- _ABOUT THIS TASK_:
Return a copy of every line in the records that includes the word "dead".

*** PROVIDED RECORDS Section Begins ***

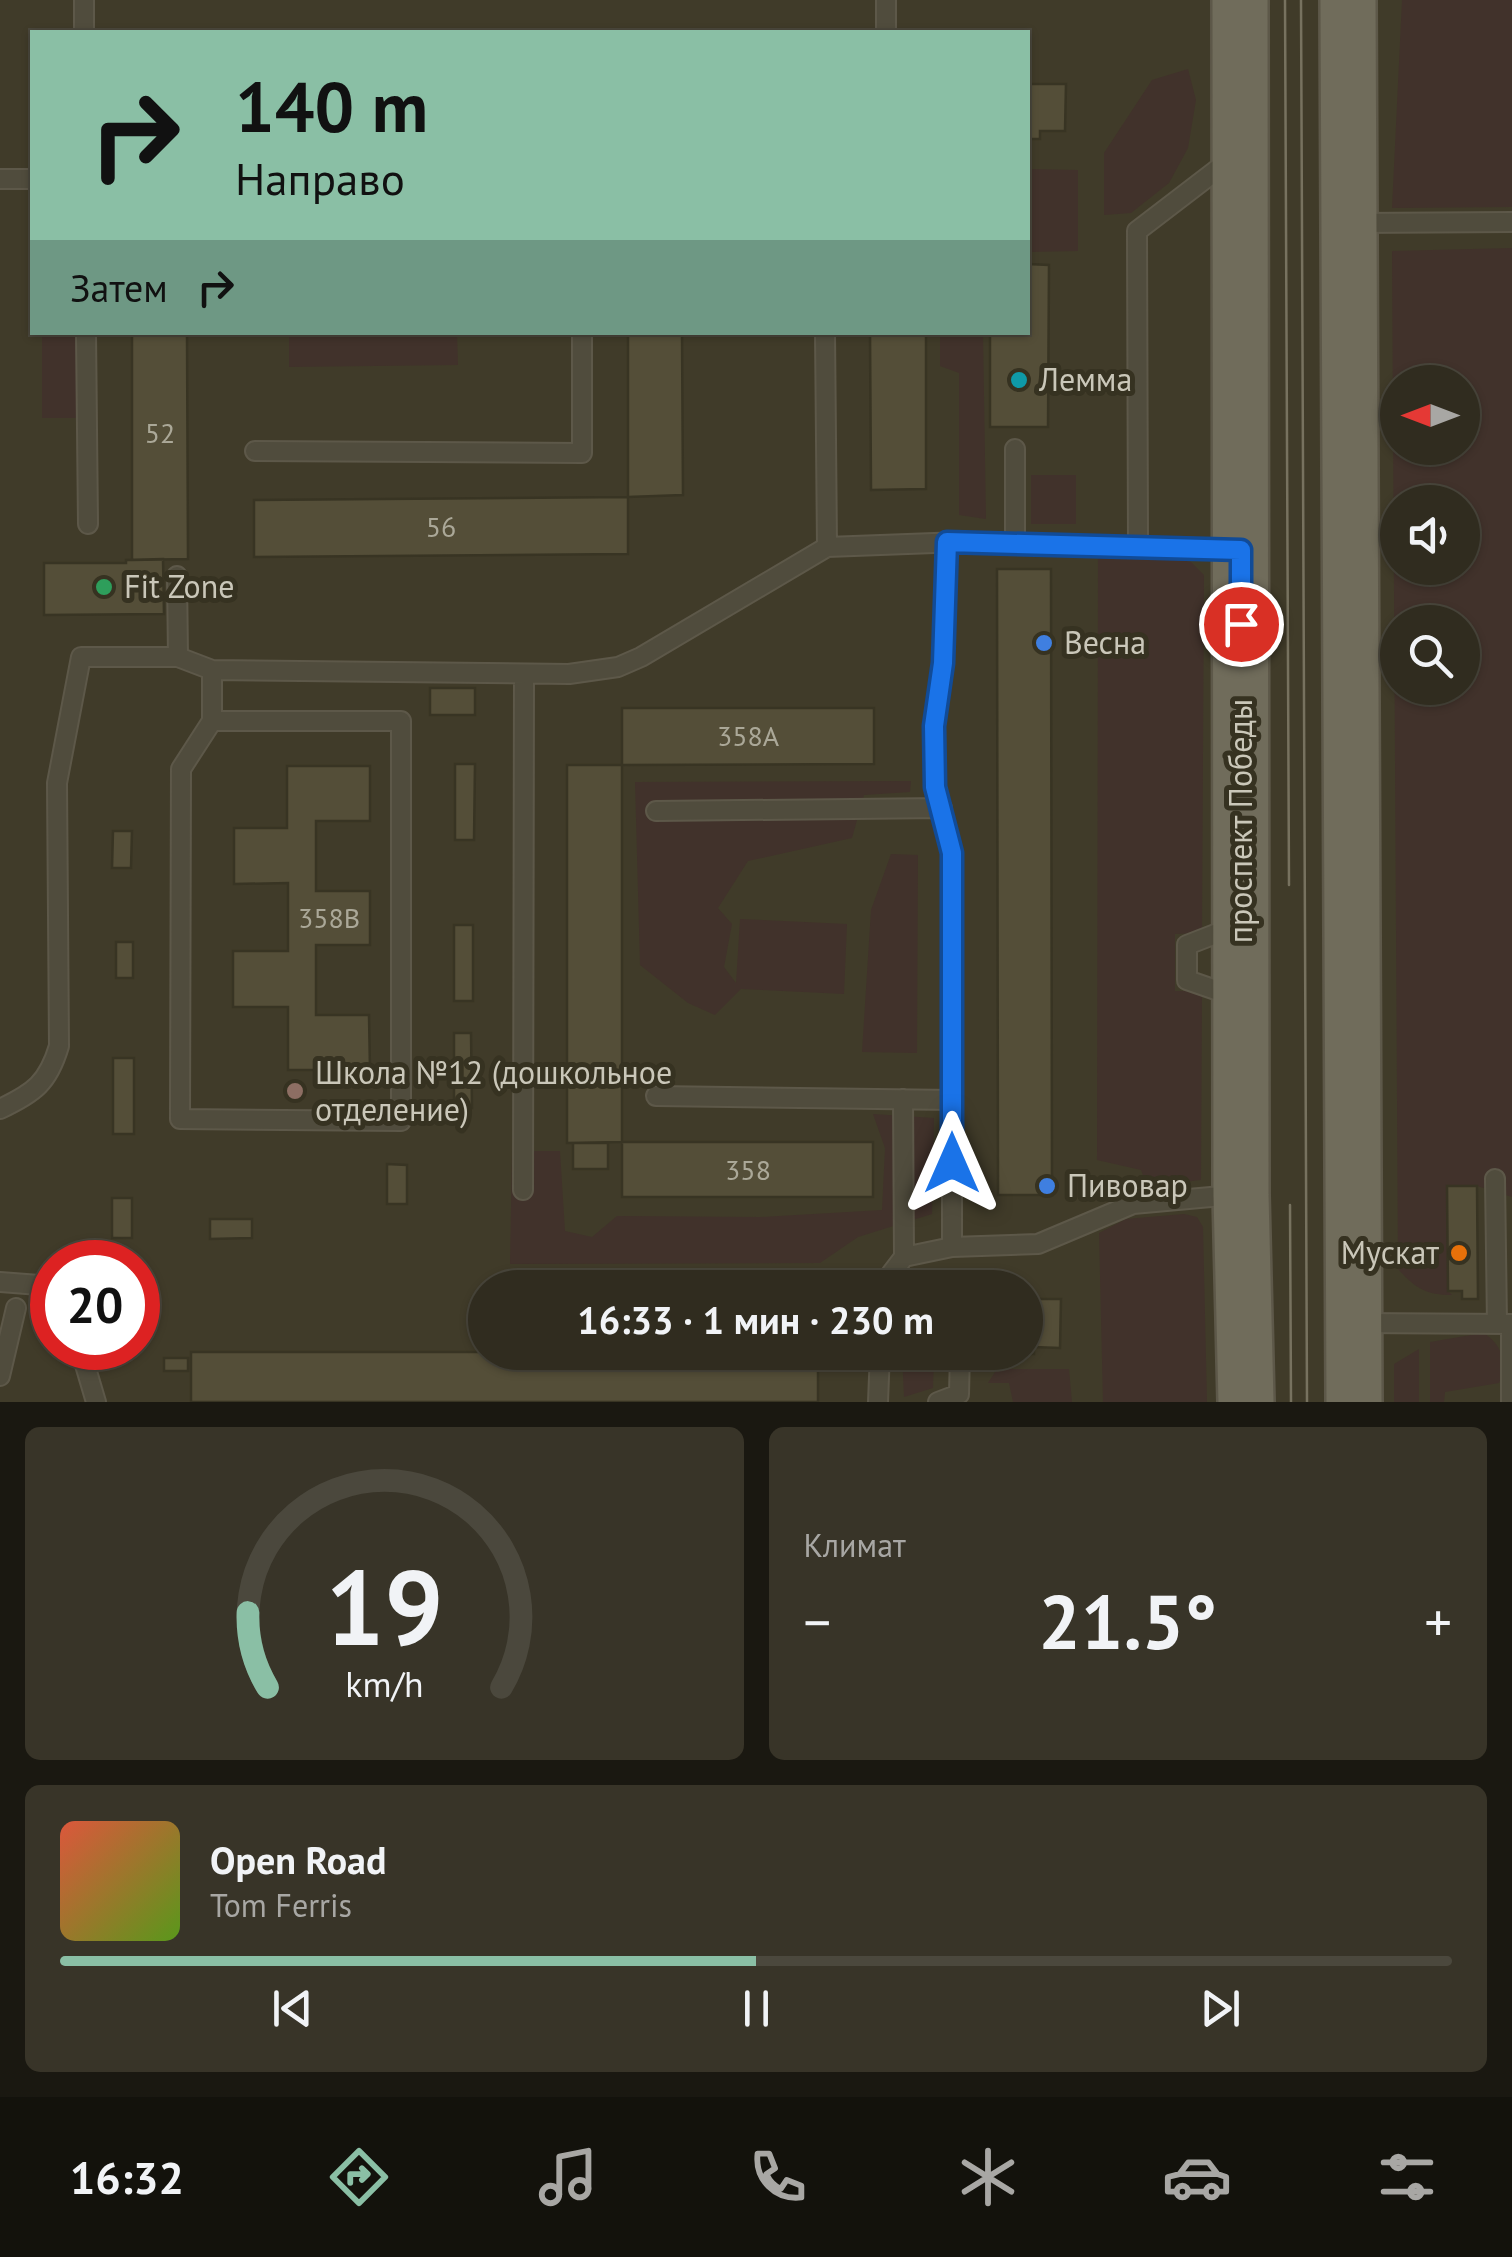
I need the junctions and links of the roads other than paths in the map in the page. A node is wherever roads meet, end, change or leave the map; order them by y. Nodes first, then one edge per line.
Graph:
1 (84, 0) edge
2 (886, 0) edge
3 (1240, 0) edge
4 (1348, 0) edge
5 (84, 30) edge
6 (886, 30) edge
7 (1240, 153) junction
8 (0, 179) edge
9 (30, 179) edge
10 (1512, 222) edge
11 (1349, 223) junction
12 (86, 335) edge
13 (582, 335) edge
14 (825, 335) edge
15 (1015, 449) dead end
16 (256, 452) dead end
17 (88, 524) dead end
18 (947, 542) junction
19 (1015, 543) junction
20 (1138, 546) junction
21 (827, 547) junction
22 (1241, 550) junction
23 (177, 576) dead end
24 (178, 657) junction
25 (212, 670) junction
26 (524, 674) junction
27 (212, 721) junction
28 (942, 808) junction
29 (656, 810) dead end
30 (656, 1096) dead end
31 (903, 1100) junction
32 (952, 1100) junction
33 (0, 1109) edge
34 (1495, 1178) dead end
35 (522, 1190) dead end
36 (1241, 1194) junction
37 (952, 1247) junction
38 (904, 1257) junction
39 (895, 1270) edge
40 (0, 1282) edge
41 (30, 1284) edge
42 (16, 1308) dead end
43 (1354, 1323) junction
44 (1506, 1324) edge
45 (1, 1365) edge
46 (87, 1370) edge
47 (879, 1370) edge
48 (960, 1370) edge
49 (96, 1402) edge
50 (878, 1402) edge
51 (938, 1402) edge
52 (1246, 1402) edge
53 (1354, 1402) edge
54 (1511, 1402) edge

1 - 5 lane
2 - 6 lane
3 - 7 main road, проспект Победы
4 - 11 main road
7 - 20 lane
7 - 22 main road, проспект Победы
8 - 9 lane
10 - 11 lane
11 - 43 main road
12 - 17 lane
13 - 16 lane
14 - 21 lane
15 - 19 lane
18 - 19 lane
18 - 21 lane
18 - 28 lane
19 - 20 lane
20 - 22 lane
21 - 26 lane
22 - 36 main road, проспект Победы
23 - 24 lane
24 - 25 lane
24 - 33 lane
25 - 26 lane
25 - 27 lane
26 - 35 lane
27 - 27 lane
28 - 29 lane
28 - 32 lane
30 - 31 lane
31 - 32 lane
31 - 38 lane
32 - 37 lane
34 - 44 lane
36 - 37 lane
36 - 52 main road, проспект Победы
37 - 38 lane
38 - 39 lane
40 - 41 lane
42 - 45 lane
43 - 44 lane
43 - 53 main road
44 - 54 lane
46 - 49 lane
47 - 50 lane
48 - 51 lane

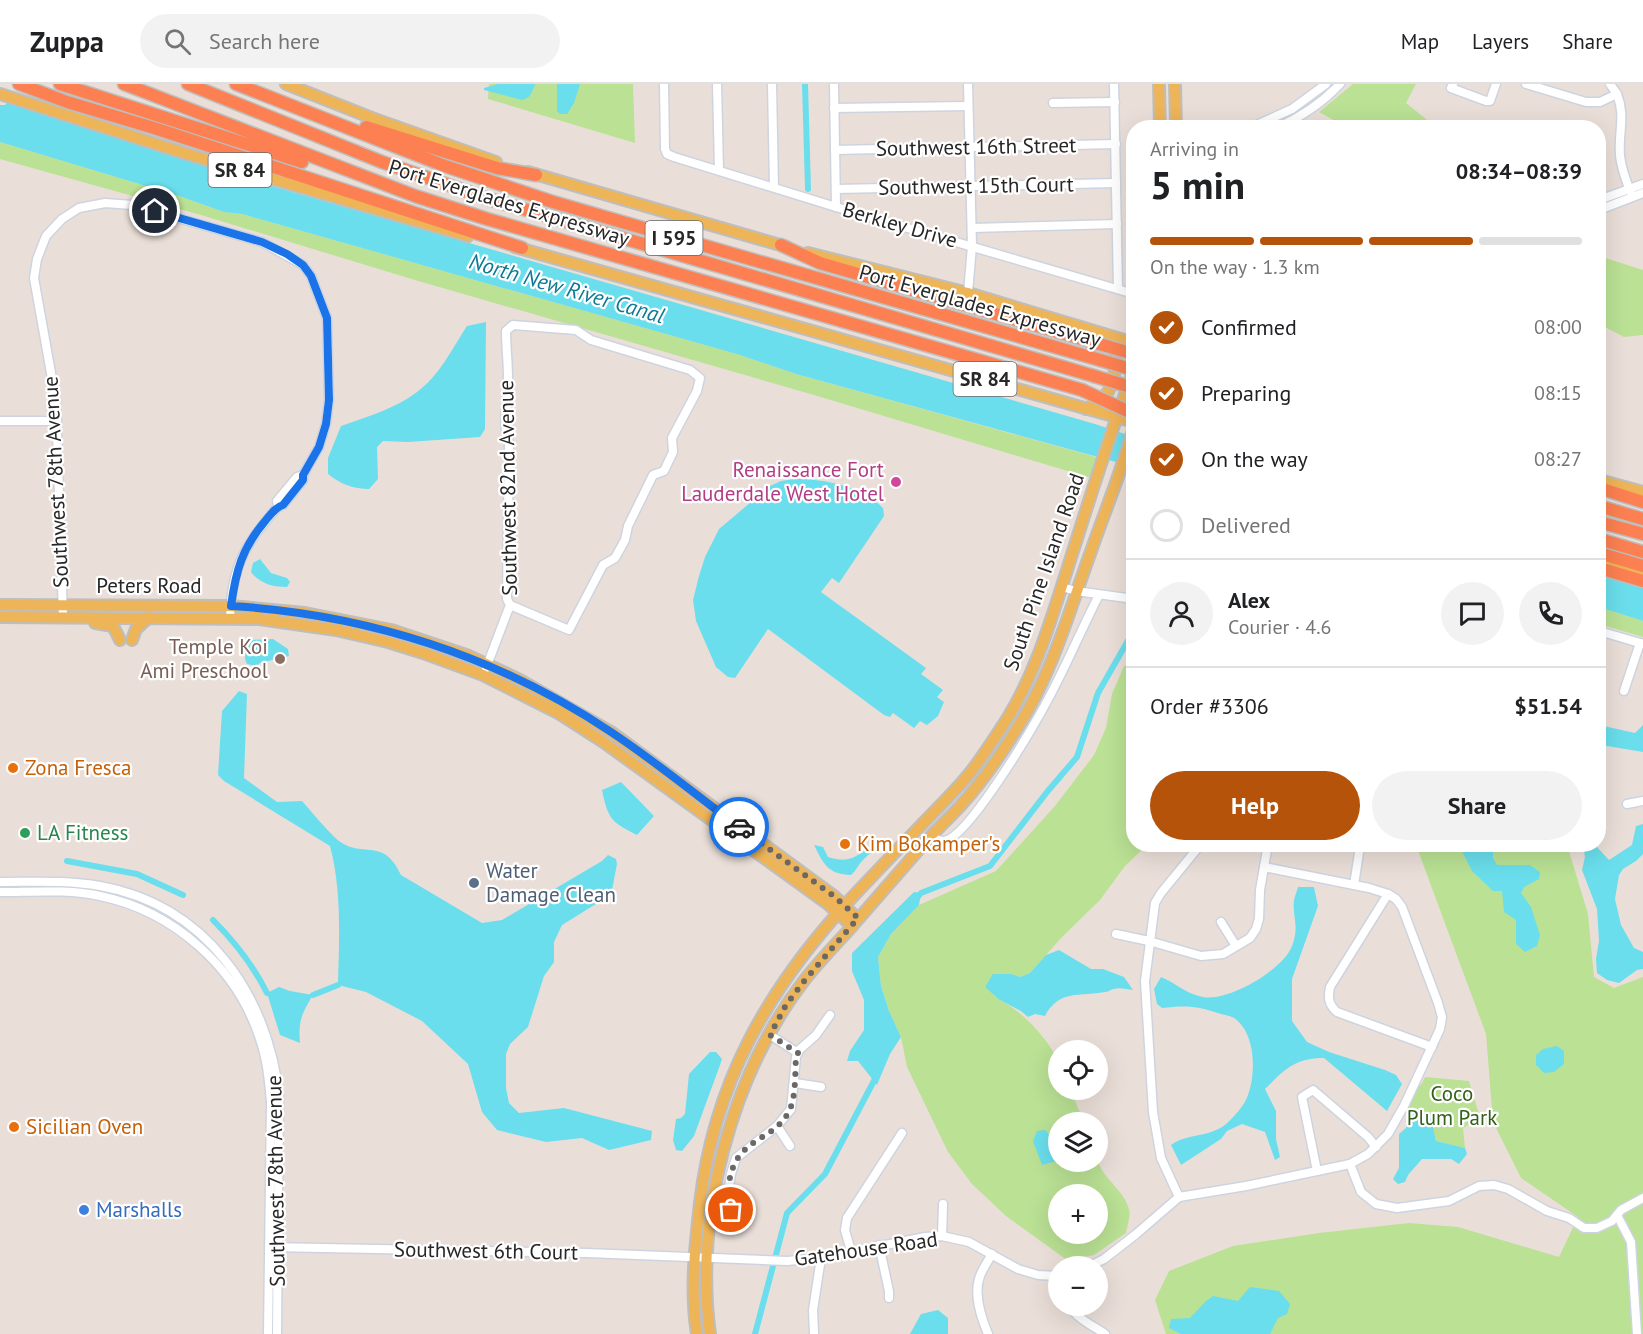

*** PROVIDED RECORDS Section Ends ***

- _SOLVED EXERCISE_:
15 (1015, 449) dead end
16 (256, 452) dead end
17 (88, 524) dead end
23 (177, 576) dead end
29 (656, 810) dead end
30 (656, 1096) dead end
34 (1495, 1178) dead end
35 (522, 1190) dead end
42 (16, 1308) dead end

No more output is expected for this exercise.